Another interesting new feature is the ability to capture and tame wild enemies. Defeating monsters in battle can occasionally yield chrystals that allow you to use the beasts as part of your three-man squad.
Each monster can be assigned to a specific paradigm and comes with a set of normal attacks as well as a more powerful feral state that dishes out higher damage, think of it as an Overdrive or Limit Break.
According to Square Enix, barring the bosses and mini-bosses if you can kill it you can capture it. From the little we played it looks like the monsters replace the third party member, which means they can be healed when hurt and revived when knocked out of battle.
Eventually we find the "weird machine", but before we can put it to use Atlas' hand bursts through the floor and grabs hold of us. Instead of squishing us into pulp we find ourselves in 'The Void Beyond', a temporal rift where we must solve a trial to escape.
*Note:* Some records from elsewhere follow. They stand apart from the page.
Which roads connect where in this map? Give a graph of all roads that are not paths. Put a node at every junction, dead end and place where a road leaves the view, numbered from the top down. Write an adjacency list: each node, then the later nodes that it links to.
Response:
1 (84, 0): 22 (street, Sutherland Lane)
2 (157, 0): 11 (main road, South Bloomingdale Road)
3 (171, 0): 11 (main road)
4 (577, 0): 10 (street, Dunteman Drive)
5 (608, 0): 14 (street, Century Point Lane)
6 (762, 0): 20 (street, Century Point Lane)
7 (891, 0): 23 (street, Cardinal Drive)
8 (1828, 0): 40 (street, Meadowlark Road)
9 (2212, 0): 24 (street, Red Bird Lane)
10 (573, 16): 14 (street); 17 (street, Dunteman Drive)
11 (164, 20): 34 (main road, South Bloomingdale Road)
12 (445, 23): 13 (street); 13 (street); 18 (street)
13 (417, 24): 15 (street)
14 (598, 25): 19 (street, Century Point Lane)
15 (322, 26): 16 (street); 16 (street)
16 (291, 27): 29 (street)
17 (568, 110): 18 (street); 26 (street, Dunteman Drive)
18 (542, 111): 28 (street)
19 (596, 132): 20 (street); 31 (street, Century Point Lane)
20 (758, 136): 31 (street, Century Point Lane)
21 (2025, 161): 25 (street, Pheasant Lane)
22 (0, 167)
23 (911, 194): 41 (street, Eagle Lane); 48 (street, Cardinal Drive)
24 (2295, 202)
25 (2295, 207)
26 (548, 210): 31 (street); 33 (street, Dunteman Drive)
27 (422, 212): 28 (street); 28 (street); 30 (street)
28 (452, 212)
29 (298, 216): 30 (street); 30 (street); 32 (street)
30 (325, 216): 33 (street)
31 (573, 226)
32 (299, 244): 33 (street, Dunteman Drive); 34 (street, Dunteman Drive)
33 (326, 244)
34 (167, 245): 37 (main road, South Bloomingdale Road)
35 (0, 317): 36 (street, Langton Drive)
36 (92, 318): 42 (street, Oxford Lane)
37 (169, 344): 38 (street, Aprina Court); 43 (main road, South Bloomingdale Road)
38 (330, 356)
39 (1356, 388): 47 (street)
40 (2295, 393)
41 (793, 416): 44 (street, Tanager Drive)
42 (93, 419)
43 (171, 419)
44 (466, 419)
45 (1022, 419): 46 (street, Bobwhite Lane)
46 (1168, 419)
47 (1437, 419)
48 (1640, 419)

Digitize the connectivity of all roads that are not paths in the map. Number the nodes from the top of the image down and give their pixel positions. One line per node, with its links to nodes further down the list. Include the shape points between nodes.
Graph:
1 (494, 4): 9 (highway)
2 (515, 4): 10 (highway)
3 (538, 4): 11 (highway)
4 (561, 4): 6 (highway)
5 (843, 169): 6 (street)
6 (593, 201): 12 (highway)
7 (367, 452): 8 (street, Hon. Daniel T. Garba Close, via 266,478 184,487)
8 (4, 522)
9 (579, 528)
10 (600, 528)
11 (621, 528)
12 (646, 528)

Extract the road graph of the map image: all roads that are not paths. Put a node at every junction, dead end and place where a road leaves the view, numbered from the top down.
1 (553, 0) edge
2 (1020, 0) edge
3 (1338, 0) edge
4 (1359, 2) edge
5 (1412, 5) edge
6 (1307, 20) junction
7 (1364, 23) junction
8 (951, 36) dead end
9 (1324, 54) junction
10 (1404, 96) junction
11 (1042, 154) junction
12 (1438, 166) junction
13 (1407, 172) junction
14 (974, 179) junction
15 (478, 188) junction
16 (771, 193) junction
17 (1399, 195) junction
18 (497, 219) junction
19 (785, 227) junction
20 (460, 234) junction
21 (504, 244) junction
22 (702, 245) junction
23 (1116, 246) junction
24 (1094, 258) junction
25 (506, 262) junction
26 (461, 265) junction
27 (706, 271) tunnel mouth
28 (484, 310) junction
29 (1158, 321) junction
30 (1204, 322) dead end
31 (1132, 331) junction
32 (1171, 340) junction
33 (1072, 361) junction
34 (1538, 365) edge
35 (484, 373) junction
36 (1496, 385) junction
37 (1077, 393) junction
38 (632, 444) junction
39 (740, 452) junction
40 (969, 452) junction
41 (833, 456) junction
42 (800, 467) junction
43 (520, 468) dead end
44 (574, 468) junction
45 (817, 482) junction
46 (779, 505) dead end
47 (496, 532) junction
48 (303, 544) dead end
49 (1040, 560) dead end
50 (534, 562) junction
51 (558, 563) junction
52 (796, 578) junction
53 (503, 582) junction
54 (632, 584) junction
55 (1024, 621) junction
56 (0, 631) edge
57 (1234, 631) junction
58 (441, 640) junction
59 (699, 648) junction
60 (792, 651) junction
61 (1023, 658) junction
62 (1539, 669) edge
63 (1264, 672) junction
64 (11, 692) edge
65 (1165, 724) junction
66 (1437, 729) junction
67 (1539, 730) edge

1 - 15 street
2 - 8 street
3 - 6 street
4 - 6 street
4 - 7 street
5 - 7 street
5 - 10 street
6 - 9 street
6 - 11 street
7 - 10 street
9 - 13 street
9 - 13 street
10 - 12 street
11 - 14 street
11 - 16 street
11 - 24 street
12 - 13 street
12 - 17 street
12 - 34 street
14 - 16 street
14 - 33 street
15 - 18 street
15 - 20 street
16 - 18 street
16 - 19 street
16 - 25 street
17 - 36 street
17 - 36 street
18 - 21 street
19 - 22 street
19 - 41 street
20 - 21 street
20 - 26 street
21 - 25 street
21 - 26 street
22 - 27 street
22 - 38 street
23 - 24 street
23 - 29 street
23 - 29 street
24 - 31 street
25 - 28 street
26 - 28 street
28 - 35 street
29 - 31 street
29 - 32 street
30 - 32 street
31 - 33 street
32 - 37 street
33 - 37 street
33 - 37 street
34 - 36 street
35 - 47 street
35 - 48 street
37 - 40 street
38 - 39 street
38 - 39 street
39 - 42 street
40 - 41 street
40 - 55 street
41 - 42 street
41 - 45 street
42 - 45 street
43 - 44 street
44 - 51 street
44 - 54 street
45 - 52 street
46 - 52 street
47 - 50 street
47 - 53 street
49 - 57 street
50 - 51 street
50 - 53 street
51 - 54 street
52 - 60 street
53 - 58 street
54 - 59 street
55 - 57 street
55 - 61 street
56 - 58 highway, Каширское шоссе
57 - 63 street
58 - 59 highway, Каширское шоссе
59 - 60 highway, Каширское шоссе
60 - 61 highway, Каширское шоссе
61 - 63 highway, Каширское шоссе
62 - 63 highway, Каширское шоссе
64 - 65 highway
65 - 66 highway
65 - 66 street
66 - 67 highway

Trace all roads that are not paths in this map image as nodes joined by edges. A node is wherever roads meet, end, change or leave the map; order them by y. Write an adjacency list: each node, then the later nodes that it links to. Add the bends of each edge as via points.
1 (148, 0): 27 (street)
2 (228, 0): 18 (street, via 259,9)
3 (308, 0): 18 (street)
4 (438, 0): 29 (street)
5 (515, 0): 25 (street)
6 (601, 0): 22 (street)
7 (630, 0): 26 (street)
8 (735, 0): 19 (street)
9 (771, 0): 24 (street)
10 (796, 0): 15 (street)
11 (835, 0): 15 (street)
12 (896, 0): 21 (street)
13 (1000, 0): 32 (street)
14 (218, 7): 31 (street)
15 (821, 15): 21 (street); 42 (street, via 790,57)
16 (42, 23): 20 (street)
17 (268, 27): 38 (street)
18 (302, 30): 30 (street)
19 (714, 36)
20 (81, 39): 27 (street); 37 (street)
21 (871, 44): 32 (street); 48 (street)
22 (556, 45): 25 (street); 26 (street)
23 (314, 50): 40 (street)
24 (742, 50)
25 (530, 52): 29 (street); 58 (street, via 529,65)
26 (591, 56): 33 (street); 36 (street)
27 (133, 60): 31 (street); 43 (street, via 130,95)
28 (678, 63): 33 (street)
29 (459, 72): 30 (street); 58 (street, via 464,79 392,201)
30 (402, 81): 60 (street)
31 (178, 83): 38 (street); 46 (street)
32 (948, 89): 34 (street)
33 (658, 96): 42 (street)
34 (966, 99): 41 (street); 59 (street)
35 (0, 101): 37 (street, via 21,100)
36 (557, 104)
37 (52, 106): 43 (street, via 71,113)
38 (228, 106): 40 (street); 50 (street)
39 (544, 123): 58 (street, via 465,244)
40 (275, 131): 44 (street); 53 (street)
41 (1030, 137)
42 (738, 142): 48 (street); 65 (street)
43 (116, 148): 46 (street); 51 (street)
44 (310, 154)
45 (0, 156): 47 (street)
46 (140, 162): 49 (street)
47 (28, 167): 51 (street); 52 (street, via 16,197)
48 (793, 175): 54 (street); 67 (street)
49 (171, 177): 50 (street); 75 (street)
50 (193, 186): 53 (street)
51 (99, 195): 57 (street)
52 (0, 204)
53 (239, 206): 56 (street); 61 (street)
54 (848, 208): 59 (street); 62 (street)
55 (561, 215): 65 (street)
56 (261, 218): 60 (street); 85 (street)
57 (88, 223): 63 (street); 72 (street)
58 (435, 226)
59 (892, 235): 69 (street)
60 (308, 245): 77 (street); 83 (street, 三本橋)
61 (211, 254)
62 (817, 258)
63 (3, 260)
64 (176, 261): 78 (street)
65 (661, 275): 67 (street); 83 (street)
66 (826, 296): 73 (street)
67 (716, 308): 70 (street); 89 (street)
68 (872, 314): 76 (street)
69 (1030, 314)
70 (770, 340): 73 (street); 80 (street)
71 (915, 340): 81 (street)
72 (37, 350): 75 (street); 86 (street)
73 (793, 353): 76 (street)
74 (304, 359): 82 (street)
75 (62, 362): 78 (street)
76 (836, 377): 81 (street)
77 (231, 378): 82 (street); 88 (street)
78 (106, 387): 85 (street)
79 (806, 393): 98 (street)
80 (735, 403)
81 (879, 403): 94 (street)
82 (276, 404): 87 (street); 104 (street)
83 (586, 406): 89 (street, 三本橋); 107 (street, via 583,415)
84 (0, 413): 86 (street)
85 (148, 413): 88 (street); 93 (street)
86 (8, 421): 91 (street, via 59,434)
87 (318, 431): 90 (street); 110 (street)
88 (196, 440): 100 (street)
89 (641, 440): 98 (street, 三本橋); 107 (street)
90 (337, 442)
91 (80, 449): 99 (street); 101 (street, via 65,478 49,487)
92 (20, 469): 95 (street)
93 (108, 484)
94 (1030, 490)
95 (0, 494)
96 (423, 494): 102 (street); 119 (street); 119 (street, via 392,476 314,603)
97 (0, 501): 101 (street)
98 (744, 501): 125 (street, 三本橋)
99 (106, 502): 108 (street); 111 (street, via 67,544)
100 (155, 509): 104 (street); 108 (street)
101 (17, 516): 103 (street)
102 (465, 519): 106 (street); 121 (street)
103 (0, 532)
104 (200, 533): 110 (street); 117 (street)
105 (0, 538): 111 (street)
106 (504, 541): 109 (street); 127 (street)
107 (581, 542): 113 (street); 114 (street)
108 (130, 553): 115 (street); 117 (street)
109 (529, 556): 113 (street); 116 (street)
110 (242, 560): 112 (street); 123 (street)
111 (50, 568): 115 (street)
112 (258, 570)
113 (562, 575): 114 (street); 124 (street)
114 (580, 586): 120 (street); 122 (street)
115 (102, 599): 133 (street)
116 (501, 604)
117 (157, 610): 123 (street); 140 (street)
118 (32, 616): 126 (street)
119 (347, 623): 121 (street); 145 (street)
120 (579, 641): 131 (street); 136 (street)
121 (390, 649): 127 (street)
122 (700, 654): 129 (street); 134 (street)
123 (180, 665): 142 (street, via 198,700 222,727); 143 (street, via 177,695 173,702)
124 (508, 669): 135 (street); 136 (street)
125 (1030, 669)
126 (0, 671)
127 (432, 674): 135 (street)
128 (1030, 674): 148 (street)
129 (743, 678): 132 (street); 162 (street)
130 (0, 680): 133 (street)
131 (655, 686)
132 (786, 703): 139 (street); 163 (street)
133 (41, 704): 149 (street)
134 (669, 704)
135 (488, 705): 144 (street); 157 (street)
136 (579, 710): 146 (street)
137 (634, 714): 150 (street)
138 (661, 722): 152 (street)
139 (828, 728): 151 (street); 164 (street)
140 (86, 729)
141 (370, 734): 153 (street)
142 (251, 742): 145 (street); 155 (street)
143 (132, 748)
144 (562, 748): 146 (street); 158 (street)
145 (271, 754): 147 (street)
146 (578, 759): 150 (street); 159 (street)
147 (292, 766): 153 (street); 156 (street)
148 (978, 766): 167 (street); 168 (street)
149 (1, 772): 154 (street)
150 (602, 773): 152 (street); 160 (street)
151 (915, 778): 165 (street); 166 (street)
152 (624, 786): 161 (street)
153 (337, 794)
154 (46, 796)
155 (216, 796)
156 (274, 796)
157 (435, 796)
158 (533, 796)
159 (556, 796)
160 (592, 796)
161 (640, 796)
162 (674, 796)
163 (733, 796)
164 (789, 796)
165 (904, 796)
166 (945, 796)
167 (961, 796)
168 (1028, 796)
The puzzle involves collecting a whole load of crystals, but since the floor tiles disappear once stepped on, snagging them requires some forward-planning.
The rifts seem like they could be a great way to break up the combat and traversal aspects of the game, and more than that we found that they tweaked the nostalgia bone by reminding us of the excellent temple trials from Final Fantasy X.
Our hours spent playing both Super Mario Galaxy games to completion make this particular puzzle a cakewalk and soon we're back in the real world. Noel's interaction with the machine seems to power down Atlas' shield and the giant finally shows his true colours.
We fight our way to him, accruing experience and racking up the levels as usual and begin our battle. Fast forward a few minutes later and Atlas basically kerb stomped us to death. It looks like we'll have to do a little more grinding before we can think about toppling this giant. Some things will never change...
From what we've played Square Enix gets it, it knows what it did wrong and is doing what it can to right wrongs. The return to the town structure, larger dungeons and emphasis on player choice have gone a long way in taking the edge off the wounds of disappointment left by previous game.
Our concern is that those who might not have warmed to the story, world or the characters of Final Fantasy XIII might find this direct-sequel a bit too familiar for their liking. They already know the milk's gone bad, and aren't likely to take another sip from the same bottle. Time will tell.